**Records shown**
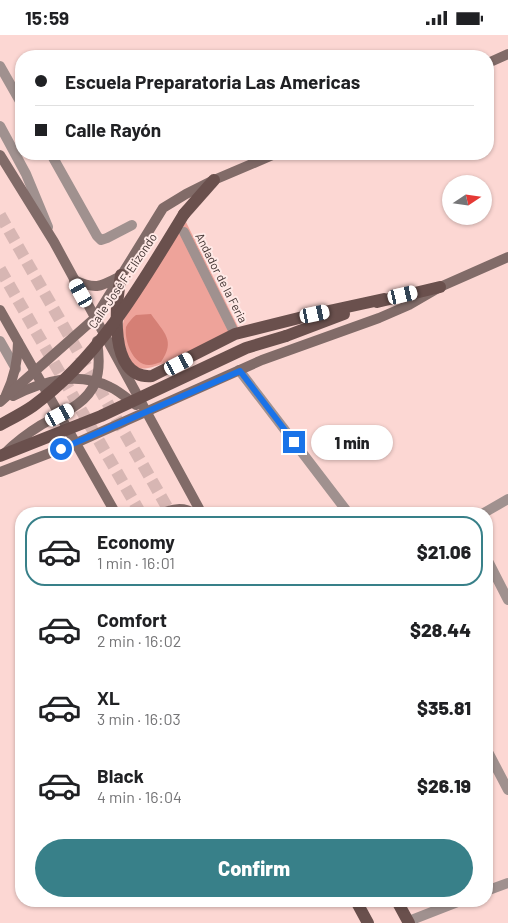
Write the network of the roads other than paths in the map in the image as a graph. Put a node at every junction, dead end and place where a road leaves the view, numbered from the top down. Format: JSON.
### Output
{"nodes":[{"id":1,"x":508,"y":55,"type":"edge"},
{"id":2,"x":494,"y":61,"type":"edge"},
{"id":3,"x":0,"y":66,"type":"edge"},
{"id":4,"x":15,"y":92,"type":"edge"},
{"id":5,"x":0,"y":126,"type":"edge"},
{"id":6,"x":15,"y":154,"type":"edge"},
{"id":7,"x":0,"y":155,"type":"edge"},
{"id":8,"x":18,"y":160,"type":"edge"},
{"id":9,"x":54,"y":160,"type":"edge"},
{"id":10,"x":261,"y":160,"type":"edge"},
{"id":11,"x":214,"y":180,"type":"junction"},
{"id":12,"x":132,"y":225,"type":"dead end"},
{"id":13,"x":184,"y":232,"type":"dead end"},
{"id":14,"x":54,"y":242,"type":"junction"},
{"id":15,"x":508,"y":257,"type":"edge"},
{"id":16,"x":121,"y":275,"type":"junction"},
{"id":17,"x":74,"y":280,"type":"junction"},
{"id":18,"x":440,"y":287,"type":"junction"},
{"id":19,"x":384,"y":299,"type":"junction"},
{"id":20,"x":0,"y":310,"type":"edge"},
{"id":21,"x":95,"y":318,"type":"junction"},
{"id":22,"x":235,"y":335,"type":"junction"},
{"id":23,"x":0,"y":341,"type":"edge"},
{"id":24,"x":18,"y":341,"type":"junction"},
{"id":25,"x":16,"y":369,"type":"junction"},
{"id":26,"x":36,"y":371,"type":"junction"},
{"id":27,"x":240,"y":371,"type":"junction"},
{"id":28,"x":95,"y":382,"type":"junction"},
{"id":29,"x":42,"y":383,"type":"junction"},
{"id":30,"x":1,"y":401,"type":"edge"},
{"id":31,"x":146,"y":412,"type":"junction"},
{"id":32,"x":60,"y":415,"type":"junction"},
{"id":33,"x":0,"y":425,"type":"edge"},
{"id":34,"x":76,"y":443,"type":"junction"},
{"id":35,"x":0,"y":457,"type":"edge"},
{"id":36,"x":0,"y":472,"type":"edge"},
{"id":37,"x":508,"y":499,"type":"edge"},
{"id":38,"x":112,"y":507,"type":"edge"},
{"id":39,"x":198,"y":507,"type":"edge"},
{"id":40,"x":344,"y":507,"type":"edge"},
{"id":41,"x":493,"y":508,"type":"edge"},
{"id":42,"x":493,"y":571,"type":"edge"},
{"id":43,"x":508,"y":600,"type":"edge"},
{"id":44,"x":493,"y":761,"type":"edge"},
{"id":45,"x":508,"y":790,"type":"edge"},
{"id":46,"x":508,"y":883,"type":"edge"},
{"id":47,"x":493,"y":888,"type":"edge"},
{"id":48,"x":359,"y":907,"type":"edge"},
{"id":49,"x":400,"y":907,"type":"edge"},
{"id":50,"x":445,"y":907,"type":"edge"},
{"id":51,"x":409,"y":922,"type":"edge"},
{"id":52,"x":368,"y":923,"type":"edge"}],
"edges":[{"from":1,"to":2,"type":"street"},
{"from":3,"to":4,"type":"street"},
{"from":5,"to":6,"type":"street"},
{"from":7,"to":14,"type":"street"},
{"from":8,"to":14,"type":"street"},
{"from":9,"to":12,"type":"street"},
{"from":10,"to":11,"type":"street"},
{"from":11,"to":16,"type":"street"},
{"from":11,"to":33,"type":"main road","name":"Calle José F. Elizondo","bridge":true},
{"from":13,"to":22,"type":"street","name":"Andador de la Feria"},
{"from":14,"to":17,"type":"street"},
{"from":15,"to":18,"type":"street"},
{"from":16,"to":17,"type":"street"},
{"from":16,"to":21,"type":"street"},
{"from":16,"to":22,"type":"main road"},
{"from":17,"to":21,"type":"street"},
{"from":18,"to":19,"type":"main road"},
{"from":18,"to":27,"type":"street"},
{"from":19,"to":22,"type":"main road"},
{"from":19,"to":35,"type":"main road","bridge":true},
{"from":20,"to":24,"type":"street"},
{"from":21,"to":26,"type":"street"},
{"from":21,"to":28,"type":"street"},
{"from":21,"to":31,"type":"street"},
{"from":23,"to":25,"type":"street"},
{"from":24,"to":25,"type":"street"},
{"from":24,"to":26,"type":"street"},
{"from":25,"to":30,"type":"street"},
{"from":26,"to":29,"type":"street"},
{"from":26,"to":30,"type":"street"},
{"from":27,"to":31,"type":"street"},
{"from":27,"to":40,"type":"street"},
{"from":28,"to":29,"type":"street"},
{"from":28,"to":31,"type":"street"},
{"from":28,"to":32,"type":"street"},
{"from":29,"to":30,"type":"street"},
{"from":29,"to":32,"type":"street"},
{"from":31,"to":34,"type":"street"},
{"from":31,"to":39,"type":"street"},
{"from":32,"to":34,"type":"street"},
{"from":32,"to":35,"type":"street"},
{"from":34,"to":36,"type":"street"},
{"from":34,"to":38,"type":"street"},
{"from":37,"to":41,"type":"street"},
{"from":42,"to":43,"type":"street"},
{"from":44,"to":45,"type":"street"},
{"from":46,"to":47,"type":"street"},
{"from":48,"to":52,"type":"main road"},
{"from":49,"to":51,"type":"main road"},
{"from":50,"to":51,"type":"street"}]}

**What the task requires**
Copy down every line of the entries containing the word "dead".

**Result of this task**
Write the network of the roads other than paths in the map in the image as a graph. Put a node at every junction, dead end and place where a road leaves the view, numbered from the top down. Format: JSON.
{"id":12,"x":132,"y":225,"type":"dead end"},
{"id":13,"x":184,"y":232,"type":"dead end"},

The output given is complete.